According to the provisions of the lease, Y received a single payment for the provision of the rearing shed and equipment and machinery. Y took the view that the whole of his leasing service was exempt from VAT. In contrast, the German tax authority took the view that the leasing of the equipment and machinery was not exempt from VAT and that the agreed one-off remuneration, 20% of which corresponded to the leasing of machinery and equipment, had to be subject to VAT.
The German Supreme Tax Court subsequently referred the following question to the ECJ:
‘Does the VAT liability for the leasing of permanently installed equipment and machinery as prescribed under Article 135(2), first subparagraph, point (c) of the VAT Directive cover
– only the isolated (independent) leasing of such equipment and machinery or also
– the leasing (letting) of such equipment and machinery which is exempt by virtue of (and as a supply ancillary to) a letting of a building, effected between the same parties, pursuant to Article 135(1)(l) of the VAT Directive?’
Decision of the ECJ
The ECJ held that the provision in question which excludes the letting of permanently installed equipment and machinery from the VAT exemption must be interpreted as not applying to the letting of permanently installed equipment and machinery where that letting constitutes a supply ancillary to a principal supply of leasing a building, carried out under a leasing agreement concluded between the same parties.
The ECJ noted that it had already stated in its previous decisions that the leasing of immovable property falling within Article 135(1)(l) of the VAT Directive and the supplies of services linked to that leasing may constitute a single supply from the point of view of VAT (judgment of 27 September 2012, Field Fisher Waterhouse, C‑392/11).

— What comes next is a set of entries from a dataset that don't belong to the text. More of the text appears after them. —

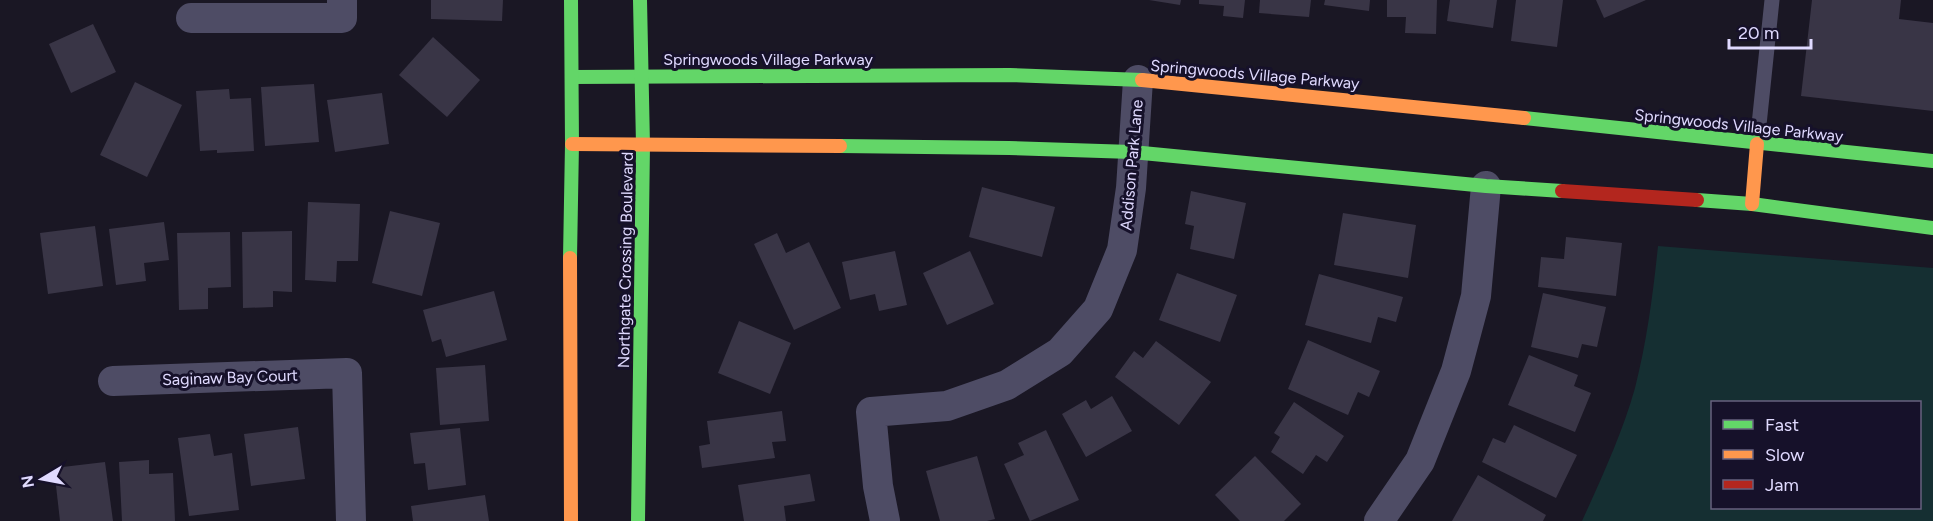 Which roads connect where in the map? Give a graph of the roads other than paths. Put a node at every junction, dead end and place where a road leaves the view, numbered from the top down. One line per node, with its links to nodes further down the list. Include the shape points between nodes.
1 (571, 0): 7 (street)
2 (640, 0): 6 (street, Northgate Crossing Boulevard)
3 (1772, 0): 10 (lane)
4 (342, 9): 5 (street)
5 (191, 18)
6 (642, 76): 7 (street, Springwoods Village Parkway); 8 (street, Springwoods Village Parkway, via 1010,75); 11 (street, Northgate Crossing Boulevard)
7 (572, 77): 9 (street)
8 (1138, 80): 10 (street, Springwoods Village Parkway); 12 (street, Addison Park Lane)
9 (572, 144): 11 (street); 19 (street)
10 (1757, 144): 13 (street, Springwoods Village Parkway); 15 (street)
11 (643, 145): 12 (street, via 1009,147); 20 (street, Northgate Crossing Boulevard)
12 (1132, 152): 14 (street); 21 (street, Addison Park Lane, via 1122,250 1098,309 1060,352 1007,385 947,406 871,412)
13 (1933, 161)
14 (1486, 186): 15 (street); 22 (street, via 1476,296 1456,371 1420,461)
15 (1752, 204): 16 (street)
16 (1933, 228)
17 (113, 381): 18 (street, Saginaw Bay Court, via 347,373)
18 (351, 521)
19 (571, 521)
20 (638, 521)
21 (885, 521)
22 (1379, 521) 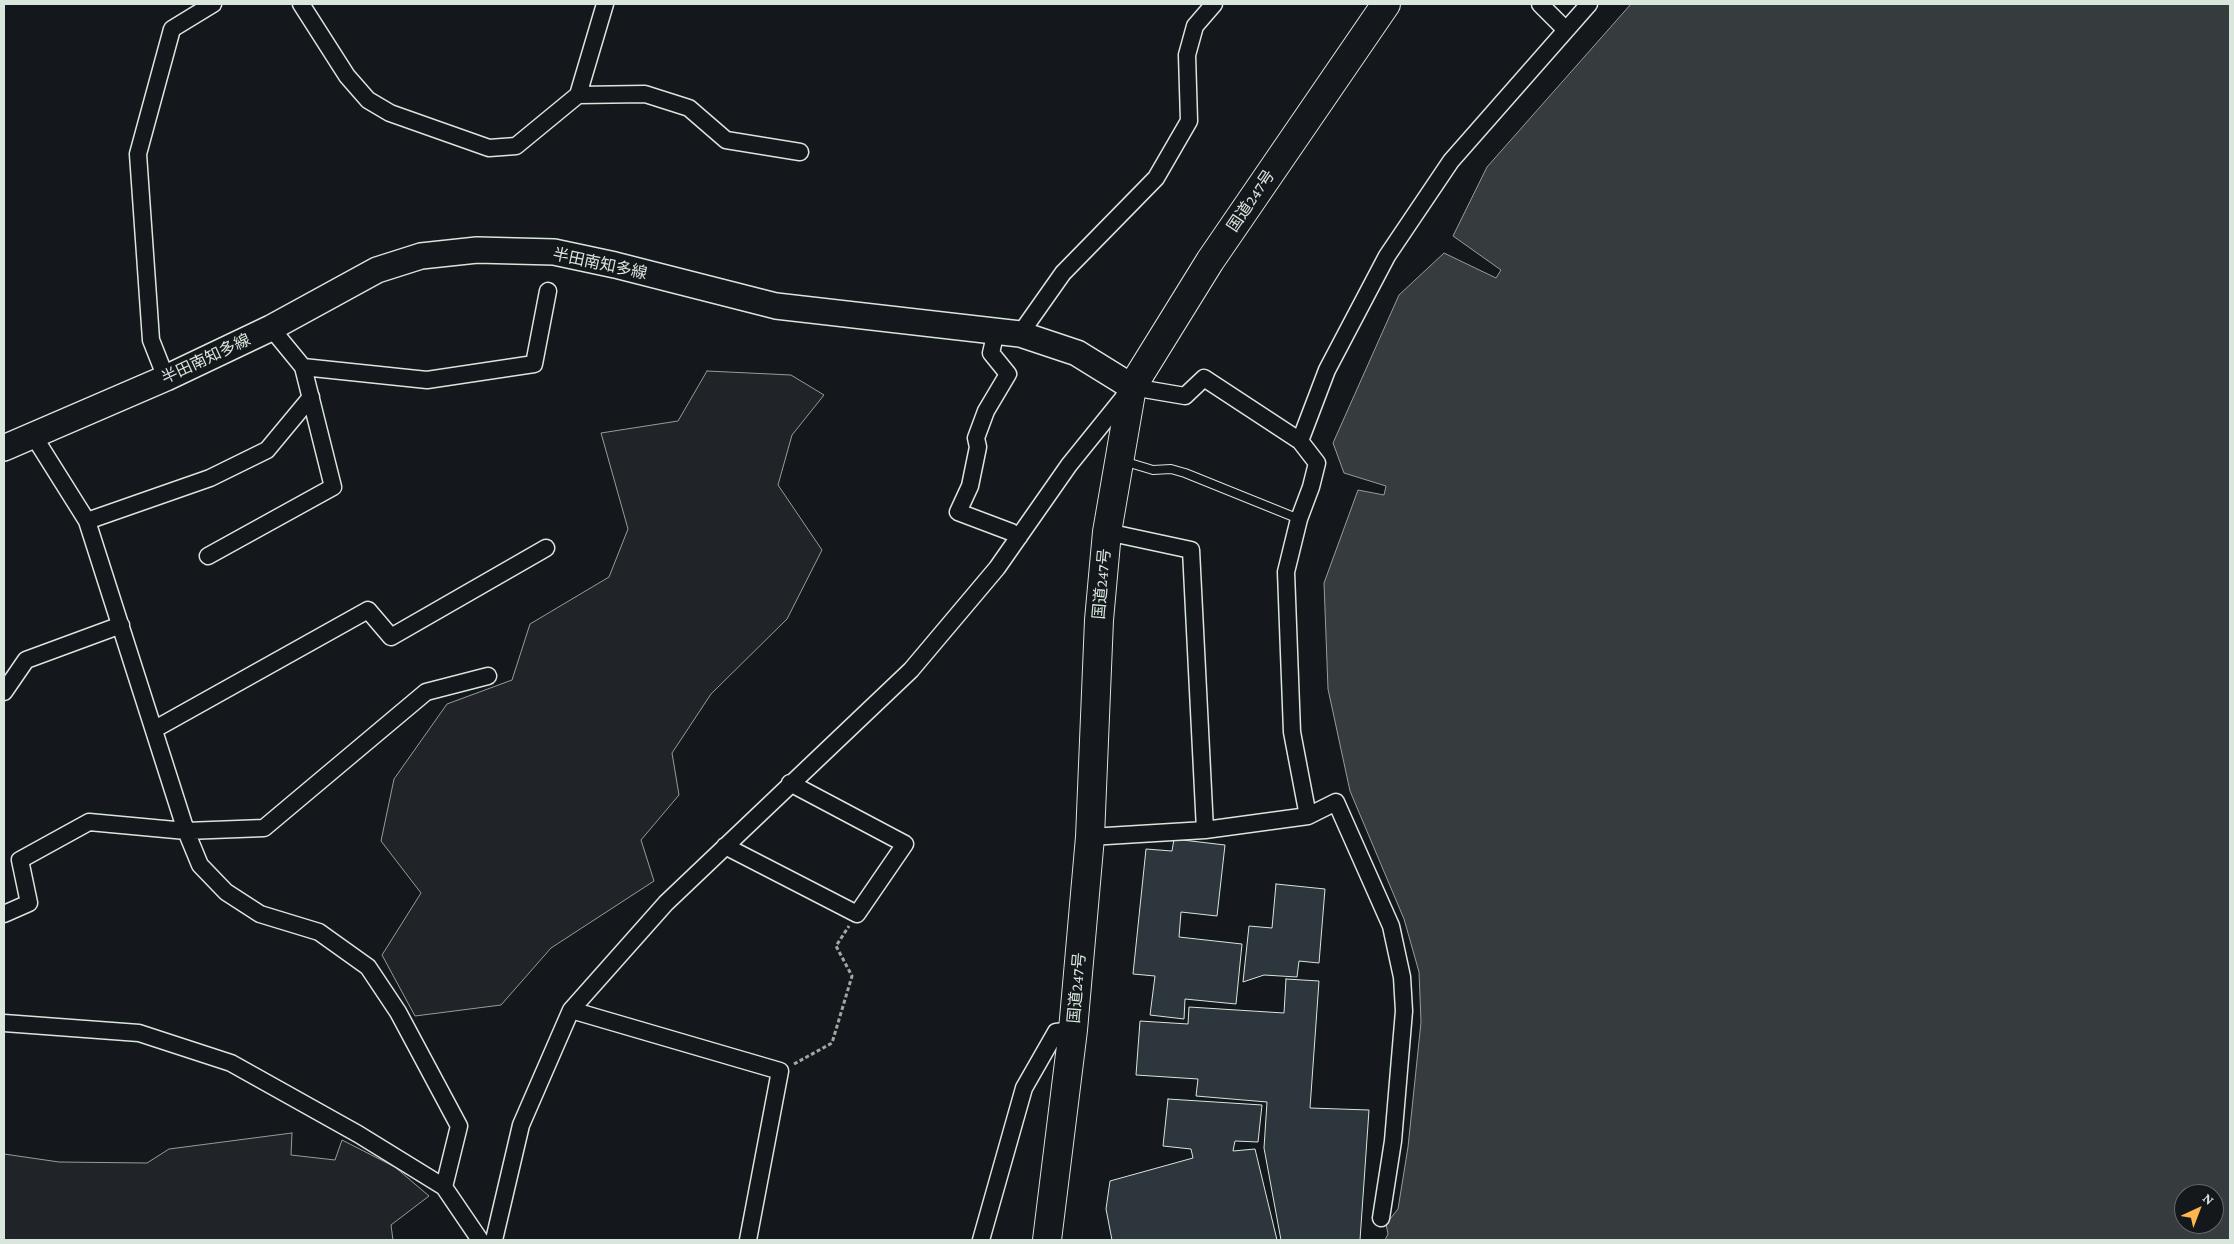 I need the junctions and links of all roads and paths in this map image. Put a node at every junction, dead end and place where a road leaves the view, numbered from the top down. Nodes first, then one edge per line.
1 (212, 4) edge
2 (301, 4) edge
3 (605, 4) edge
4 (1214, 4) edge
5 (1386, 4) edge
6 (1540, 4) edge
7 (1589, 4) edge
8 (1565, 30) junction
9 (578, 95) junction
10 (800, 152) dead end
11 (548, 291) dead end
12 (271, 328) junction
13 (1008, 332) junction
14 (303, 366) junction
15 (166, 378) junction
16 (1132, 387) junction
17 (311, 398) junction
18 (33, 436) junction
19 (1300, 441) junction
20 (4, 448) edge
21 (1119, 460) junction
22 (1299, 519) junction
23 (87, 521) junction
24 (1107, 532) junction
25 (1019, 537) junction
26 (546, 548) dead end
27 (208, 556) dead end
28 (121, 625) junction
29 (488, 676) dead end
30 (4, 692) edge
31 (155, 729) junction
32 (790, 783) junction
33 (1308, 816) junction
34 (1205, 830) junction
35 (186, 831) junction
36 (1090, 837) junction
37 (725, 846) junction
38 (4, 914) edge
39 (857, 914) junction
40 (571, 1010) junction
41 (4, 1023) edge
42 (1073, 1030) junction
43 (780, 1071) junction
44 (444, 1187) junction
45 (1381, 1218) dead end
46 (480, 1240) edge
47 (494, 1240) edge
48 (748, 1240) edge
49 (981, 1240) edge
50 (1047, 1240) edge

1 - 15 street
2 - 9 street
3 - 9 street
4 - 13 street
5 - 16 highway, 国道247号
6 - 8 street
7 - 8 street
8 - 19 street
9 - 10 street
11 - 14 street
12 - 13 main road, 半田南知多線
12 - 14 street
12 - 15 main road, 半田南知多線
13 - 16 main road, 半田南知多線
13 - 25 street
14 - 17 street
15 - 18 main road, 半田南知多線
16 - 19 street
16 - 21 highway, 国道247号
16 - 25 street
17 - 23 street
17 - 27 street
18 - 20 main road, 半田南知多線
18 - 23 street
19 - 22 street
21 - 22 lane
21 - 24 highway, 国道247号
22 - 33 street
23 - 28 street
24 - 34 street
24 - 36 highway, 国道247号
25 - 32 street
26 - 31 street
28 - 30 street
28 - 31 street
29 - 35 street
31 - 35 street
32 - 37 street
32 - 39 street
33 - 34 street
33 - 45 street
34 - 36 street
35 - 38 street
35 - 44 street
36 - 42 highway, 国道247号
37 - 39 street
37 - 40 street
39 - 43 path
40 - 43 street
40 - 47 street
41 - 44 street
42 - 49 street
42 - 50 highway, 国道247号
43 - 48 street
44 - 46 street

In addition, in the judgment of 19 December 2018 (in the case Mailat C‑17/18), the ECJ held that Article 135(1)(l) of the VAT Directive had to be interpreted as meaning that a rental contract for an immovable property which was used for the commercial operation of a restaurant and capital goods and inventory items necessary for that use constituted a single supply in which the letting of the immovable property was the principal supply.

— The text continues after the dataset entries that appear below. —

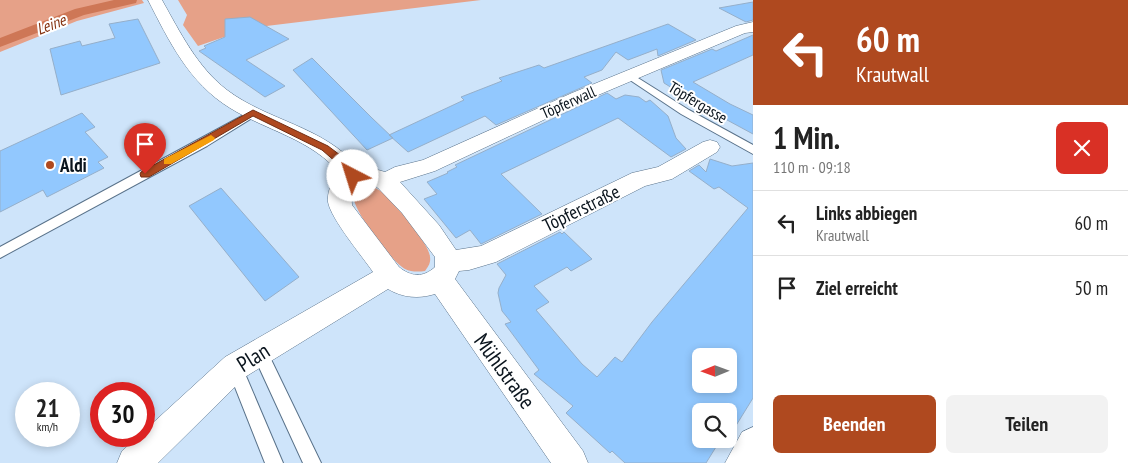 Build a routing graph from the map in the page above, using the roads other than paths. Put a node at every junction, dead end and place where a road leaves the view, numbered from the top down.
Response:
1 (158, 5) edge
2 (753, 27) edge
3 (630, 76) junction
4 (253, 113) junction
5 (710, 148) dead end
6 (753, 150) edge
7 (353, 176) junction
8 (384, 181) junction
9 (0, 253) edge
10 (444, 270) junction
11 (390, 275) junction
12 (247, 360) junction
13 (753, 443) edge
14 (134, 463) edge
15 (274, 463) edge
16 (312, 463) edge
17 (571, 463) edge
18 (742, 463) edge

1 - 4 street
2 - 3 street, Töpferwall
3 - 6 lane, Töpfergasse
3 - 8 street, Töpferwall
4 - 7 street
4 - 9 lane
5 - 10 street, Töpferstraße
7 - 8 street
7 - 11 street
8 - 10 street, Mühlstraße
10 - 11 street, Töpferstraße
10 - 17 street, Mühlstraße
11 - 12 street, Plan
12 - 14 street, Plan
12 - 15 lane
12 - 16 lane
13 - 18 street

Given the case law of the ECJ, various supplies could constitute a single economic supply and follow the same VAT scheme. The ECJ went on to say that allowing Member States to subject the various elements making up a single supply to different VAT rates would amount to allowing them to artificially split that supply and would risk distorting the functioning of the VAT system.
In the case at hand, it is therefore for the referring court to ascertain whether, as it seems likely to the ECJ, those services constitute a single economic supply. It is also for the referring court to determine whether the supplies making up such a single economic supply are principal or ancillary.
ECJ judgment of 4 May in the case C‑516/21 Finanzamt X (Outillages und machines fixés à demeure).